As the course went on, one of the students began a collection of favorite quotes in her notebook. One characterized the brand-new CST program itself: “It’s like building an airplane in flight.”
The training program for the female enablers didn’t come anywhere close to the formal preparation of Special Forces or Ranger Regiment men. To become a specialist in special operations and unconventional warfare requires training that is both extreme and extensive: for Green Berets, anywhere from 18 to 36 months and for the Regiment’s elite strike force members, just under a year. After that lengthy preparation and selection process, only around one in four candidates make it through. But the reality was America was fighting a long, costly, and unpopular war in Afghanistan and leaders like Admiral McRaven wanted to find whatever edge, whatever useful tool they could to improve the prospects of that fight. Commanders were impatient for the skills the female soldiers could provide, and they wanted the women out doing their jobs
now
.
All the CSTs were aware that their training protocol was a work in progress, and they chalked it up to the program’s newness. Aside from the language training and basic cultural education, much of the coursework struck one of the CSTs as “a whole lot of bookwork for people who were headed to war.” Claire Russo, who had played a role in shaping the program from its start, expressed in a memo her own concerns about how the training program favored “culture classes” over ones that taught “hard skills such as tactical questioning, engagement, and basic tactical movements.” Russo knew that culture varies significantly “from village to village, valley to valley and province to province” and she wanted the soldiers to have broad general knowledge. But she wanted them to be trained to defend
their lives and protect their teammates, too. “It is critical that the students leave the CST class with the skills sets they need to execute the mission and survive while doing so,” she had written.

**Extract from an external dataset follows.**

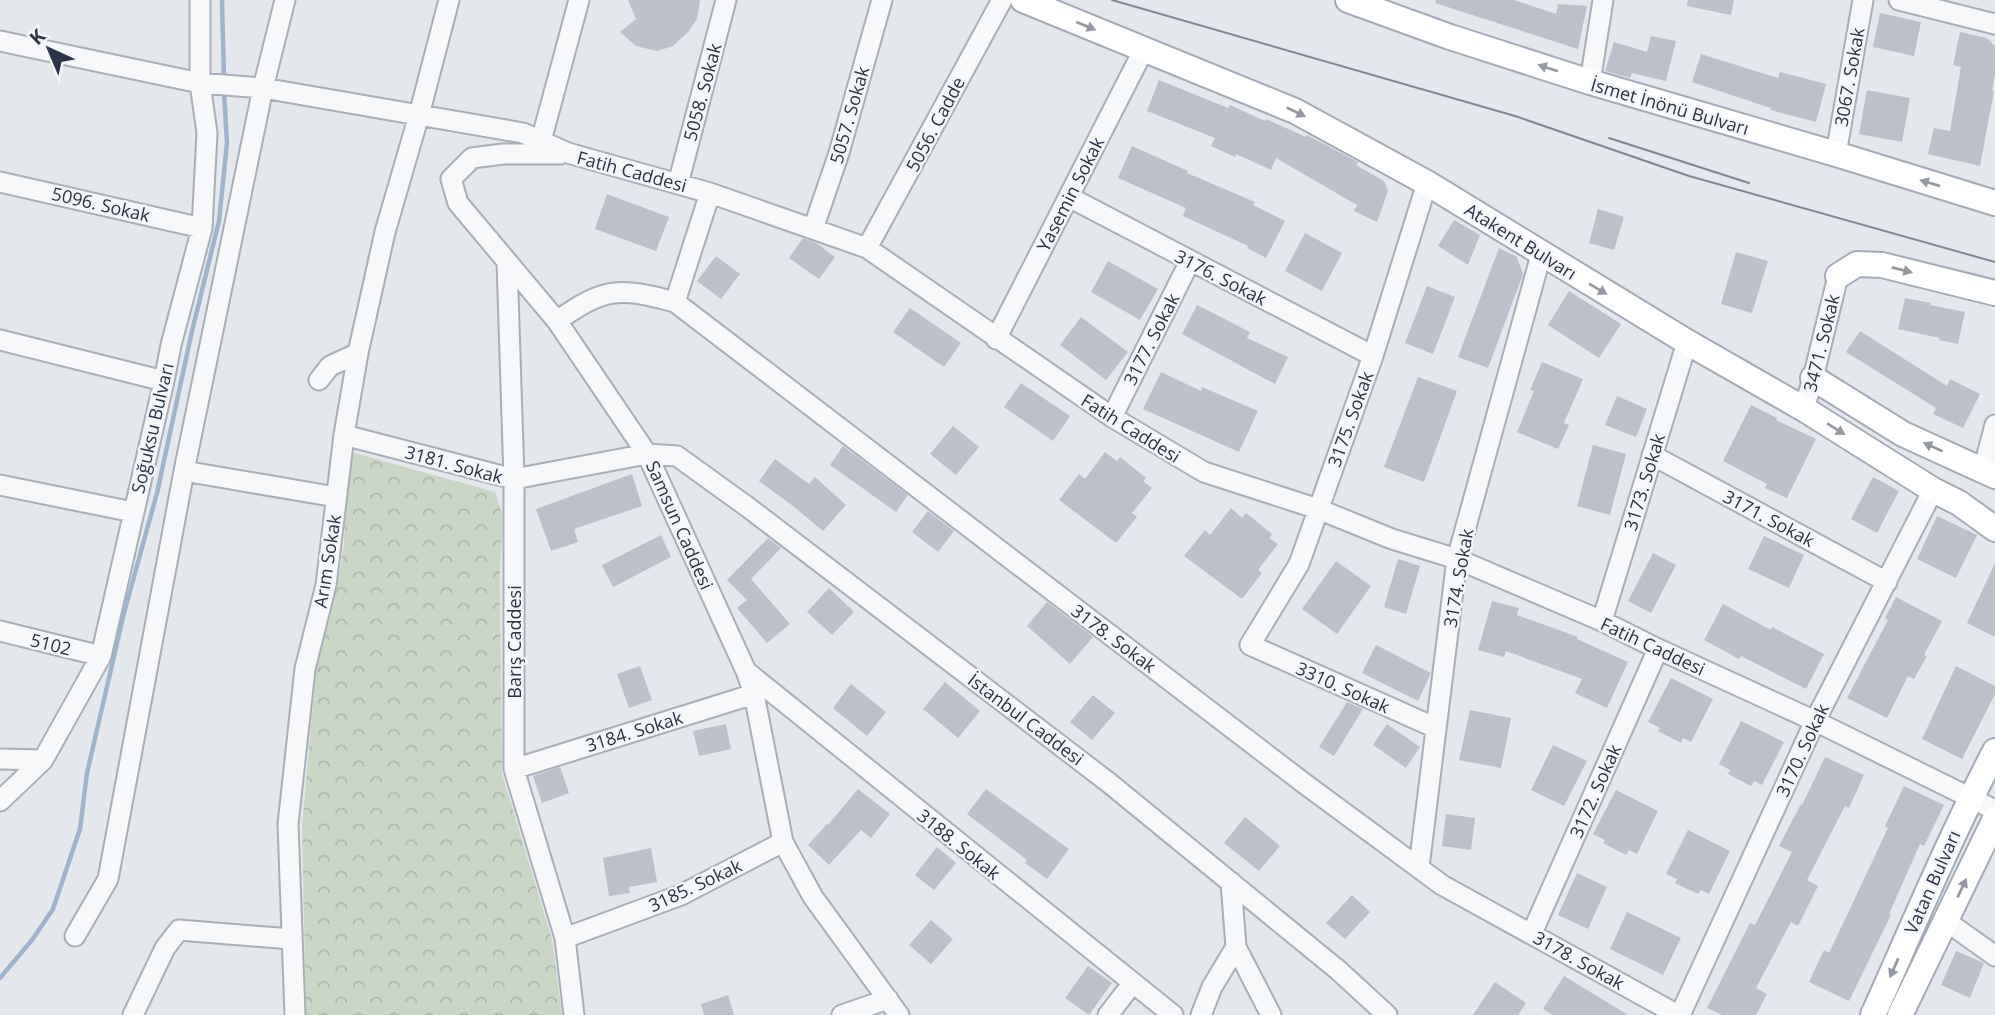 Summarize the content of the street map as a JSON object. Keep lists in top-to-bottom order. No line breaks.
{"streets":{"main road":["İsmet İnönü Bulvarı","Atakent Bulvarı","Vatan Bulvarı"],"street":["3067. Sokak","5058. Sokak","5057. Sokak","5056. Cadde","Fatih Caddesi","Yasemin Sokak","5096. Sokak","3176. Sokak","3177. Sokak","3471. Sokak","3175. Sokak","Soğuksu Bulvarı","3181. Sokak","3173. Sokak","3171. Sokak","Samsun Caddesi","Arım Sokak","3174. Sokak","3178. Sokak","Barış Caddesi","5102","3310. Sokak","İstanbul Caddesi","3184. Sokak","3170. Sokak","3172. Sokak","3188. Sokak","3185. Sokak"]},"crossings":[["3067. Sokak","İsmet İnönü Bulvarı"],["5058. Sokak","Fatih Caddesi"],["5057. Sokak","Fatih Caddesi"],["5056. Cadde","Fatih Caddesi"],["Fatih Caddesi","Yasemin Sokak"],["Fatih Caddesi","3177. Sokak"],["Fatih Caddesi","3175. Sokak"],["Fatih Caddesi","Soğuksu Bulvarı"],["Fatih Caddesi","3173. Sokak"],["Fatih Caddesi","Samsun Caddesi"],["Fatih Caddesi","Arım Sokak"],["Fatih Caddesi","3174. Sokak"],["Fatih Caddesi","3170. Sokak"],["Fatih Caddesi","3172. Sokak"],["Fatih Caddesi","Vatan Bulvarı"],["Yasemin Sokak","Atakent Bulvarı"],["Yasemin Sokak","3176. Sokak"],["5096. Sokak","Soğuksu Bulvarı"],["Atakent Bulvarı","3471. Sokak"],["Atakent Bulvarı","3175. Sokak"],["Atakent Bulvarı","3173. Sokak"],["Atakent Bulvarı","3174. Sokak"],["Atakent Bulvarı","3170. Sokak"],["3176. Sokak","3177. Sokak"],["3176. Sokak","3175. Sokak"],["3175. Sokak","3310. Sokak"],["Soğuksu Bulvarı","5102"],["3181. Sokak","Samsun Caddesi"],["3181. Sokak","Arım Sokak"],["3181. Sokak","Barış Caddesi"],["3181. Sokak","İstanbul Caddesi"],["3173. Sokak","3171. Sokak"],["3171. Sokak","3170. Sokak"],["Samsun Caddesi","3178. Sokak"],["Samsun Caddesi","Barış Caddesi"],["Samsun Caddesi","İstanbul Caddesi"],["Samsun Caddesi","3184. Sokak"],["Samsun Caddesi","3188. Sokak"],["Samsun Caddesi","3185. Sokak"],["3174. Sokak","3178. Sokak"],["3174. Sokak","3310. Sokak"],["3178. Sokak","3170. Sokak"],["3178. Sokak","3172. Sokak"],["Barış Caddesi","3184. Sokak"],["Barış Caddesi","3185. Sokak"]],"one_way":["Atakent Bulvarı"],"north":"top left"}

But it wasn’t only the Afghan community that the women needed to prepare for; they also had to win the acceptance of the American men they would be serving with. From the beginning, the instructors made clear that the CSTs would be wading into their own, female version of friendly fire when they deployed in August. Many of the male soldiers they supported would want nothing to do with them, the CSTs were warned. The trainers drilled the message home: “They are going to hate you, and you are going to have to be prepared for that.” It wasn’t just that they would have to “sell” their capabilities, as every enabler did, to a corps of battle-tested veterans, some now on their tenth or eleventh deployment in nearly as many years. As a constantly increasing share of responsibility for the fight in Afghanistan, Iraq, and other terrorism hotspots around the globe landed on their shoulders, Special Operations Forces now had within their reach nearly every flavor of weaponry and intel support possible. The dramatic capture one month earlier of Osama bin Laden, carried out by a team of Navy SEALS, had only added to the allure of special operators in the American imagination and the impression that special ops forces could accomplish any mission the conventional military and leaders in Washington tossed their way, no matter how wild the odds. CSTs were only the newest group among many “enablers” that served in a support role for these fighters; there were explosive ordnance disposal specialists, information support operations, weather experts, and communications specialists, to name only a few.